UK Business Giants Rattle Brazilian Congress With Economic Punishment Over ‘Land Grabbers Bill’


British supermarkets, food suppliers, and manufacturers have warned politicians in Brazil that goods from the country will be banned in the UK if a law propelling deforestation in the Amazon is passed.

Tesco, Morrisons, Sainsbury’s, Asda, Aldi, Lidl, M&S, Co-op, and Waitrose – among other companies – wrote an open letter on 5 May to the deputies and senators of the National Congress of Brazil.

They urged Brazilian lawmakers to vote against a proposal known as PL 510/21. The measure would allow private owners to occupy and transform public land.

As a result, rainforest could be burned and replaced by farmland, while the rights of indigenous people would be left unprotected.

Amazon rainforest

If the legislation or similar proposals are passed, the letter states, the businesses “will have no choice but to reconsider our support and use of the Brazilian agricultural commodity supply chain” on environmental and ethical grounds.

According to the signatories of the letter, the measures “are counter to the narrative and rhetoric we have seen internationally from Brazil as recently as 22 April 2021 at the summit with US President Joe Biden”. 

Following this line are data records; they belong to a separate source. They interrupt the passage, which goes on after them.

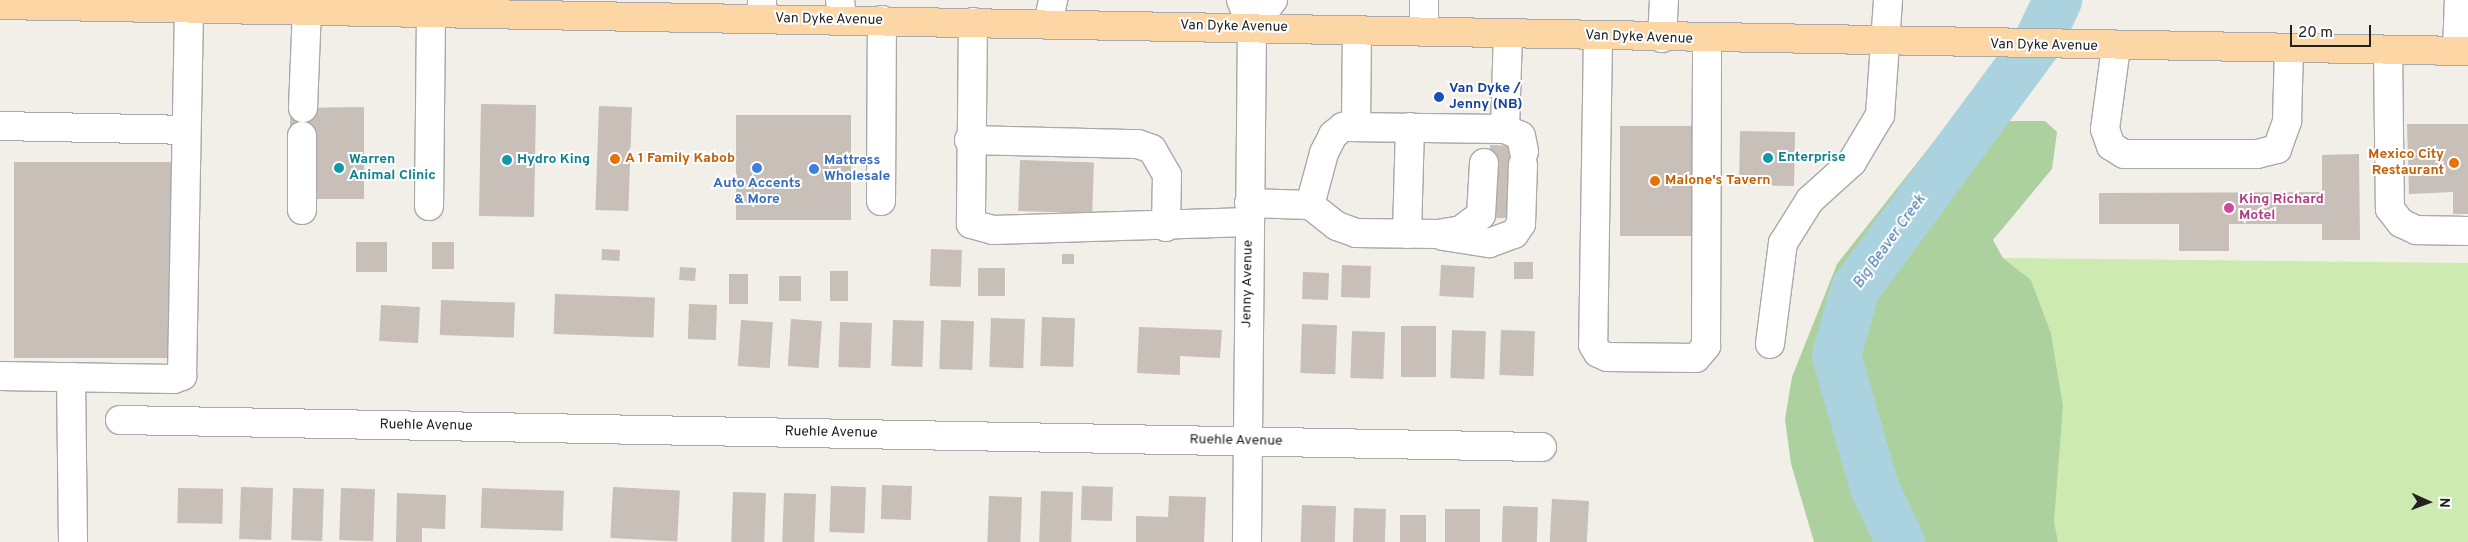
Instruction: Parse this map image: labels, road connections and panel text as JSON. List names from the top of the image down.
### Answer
{
  "streets": {
    "main road": ["Van Dyke Avenue"],
    "street": ["Jenny Avenue", "Ruehle Avenue"]
  },
  "crossings": [
    ["Van Dyke Avenue", "Jenny Avenue"],
    ["Jenny Avenue", "Ruehle Avenue"]
  ],
  "water": ["Big Beaver Creek"],
  "places": [
    "Van Dyke / Jenny (NB)",
    "Enterprise",
    "A 1 Family Kabob",
    "Hydro King",
    "Mexico City Restaurant",
    "Warren Animal Clinic",
    "Auto Accents & More",
    "Mattress Wholesale",
    "Malone's Tavern",
    "King Richard Motel"
  ],
  "scale_bar": "20 m",
  "north": "right"
}
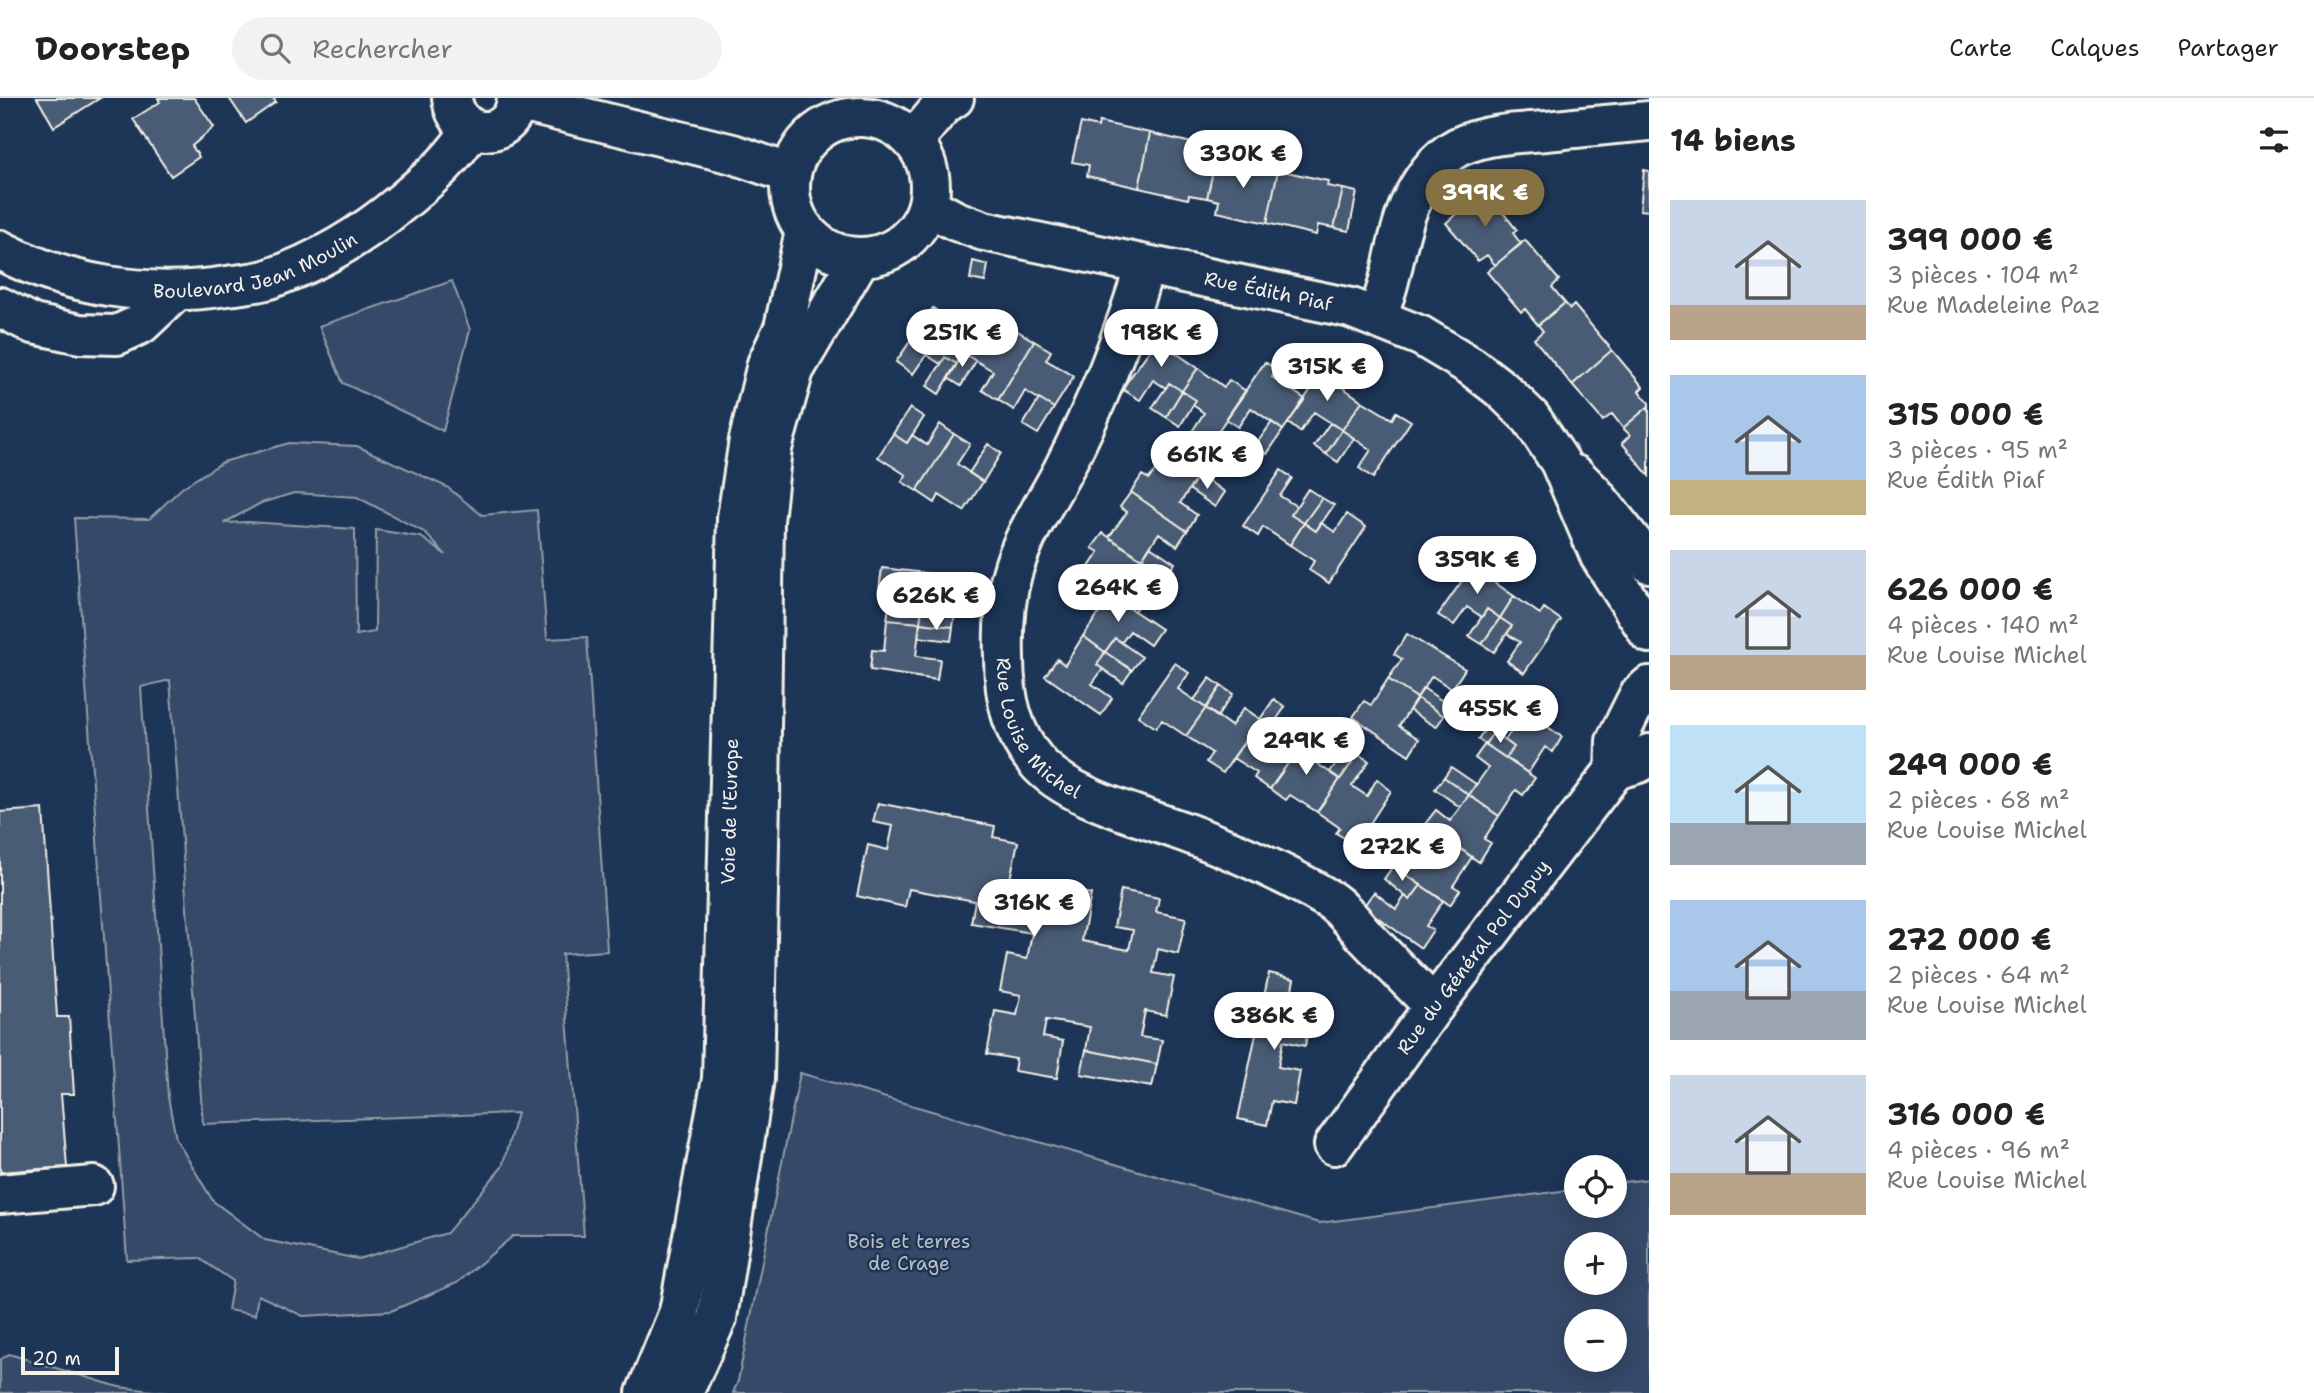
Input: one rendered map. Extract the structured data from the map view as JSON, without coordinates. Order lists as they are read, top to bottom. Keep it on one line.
{"streets":{"street":["Boulevard Jean Moulin","Rue Édith Piaf","Rue Louise Michel","Voie de l'Europe","Rue du Général Pol Dupuy"]},"crossings":[["Rue Édith Piaf","Rue Louise Michel"],["Rue Édith Piaf","Voie de l'Europe"],["Rue Louise Michel","Rue du Général Pol Dupuy"]],"parks":["Bois et terres de Crage"],"scale_bar":"20 m","page":{"header":"Doorstep","search":"Rechercher","nav":["Carte","Calques","Partager"],"heading":"14 biens","price":["330K €","399K €","251K €","198K €","315K €","661K €","359K €","264K €","626K €","455K €","249K €","272K €","316K €","386K €"],"list":[{"name":"399 000 €","note":"3 pièces · 104 m² · Rue Madeleine Paz"},{"name":"315 000 €","note":"3 pièces · 95 m² · Rue Édith Piaf"},{"name":"626 000 €","note":"4 pièces · 140 m² · Rue Louise Michel"},{"name":"249 000 €","note":"2 pièces · 68 m² · Rue Louise Michel"},{"name":"272 000 €","note":"2 pièces · 64 m² · Rue Louise Michel"},{"name":"316 000 €","note":"4 pièces · 96 m² · Rue Louise Michel"}],"map_buttons":["+","−"],"scale":"20 m"}}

Washington has been pressuring the Brazilian government, led by President Jair Bolsonaro, to strengthen environmental protections and reaffirm a commitment to end illegal deforestation by 2030, after it peaked in 2020.

The UK has a longstanding trade relationship with Brazil, with over 800 British companies currently operating in the Latin American country.

In 2020, the total trade between the two nations, including imports and exports as well as goods and services, stood at £6 billion.

International trade in goods and services based on UN Comtrade data

While the biggest country in South America is far from being in the UK’s top 10 trade partners, Britain has been seeking to strengthen its economic ties internationally following its withdrawal from the EU single market.  

Whether the British economy can afford to drop a trade partner by boycotting its products is questionable. 

Supermarket chains and other signatories to the letter could simply be looking to put a scare in Brazilian politicians, just like they did in 2020, withdrawing it after the country’s government removed the bill.

It is “extremely concerning to see that the same measure we responded to last year is being put forward again… with potentially even greater threats to the Amazon than before”, said the letter.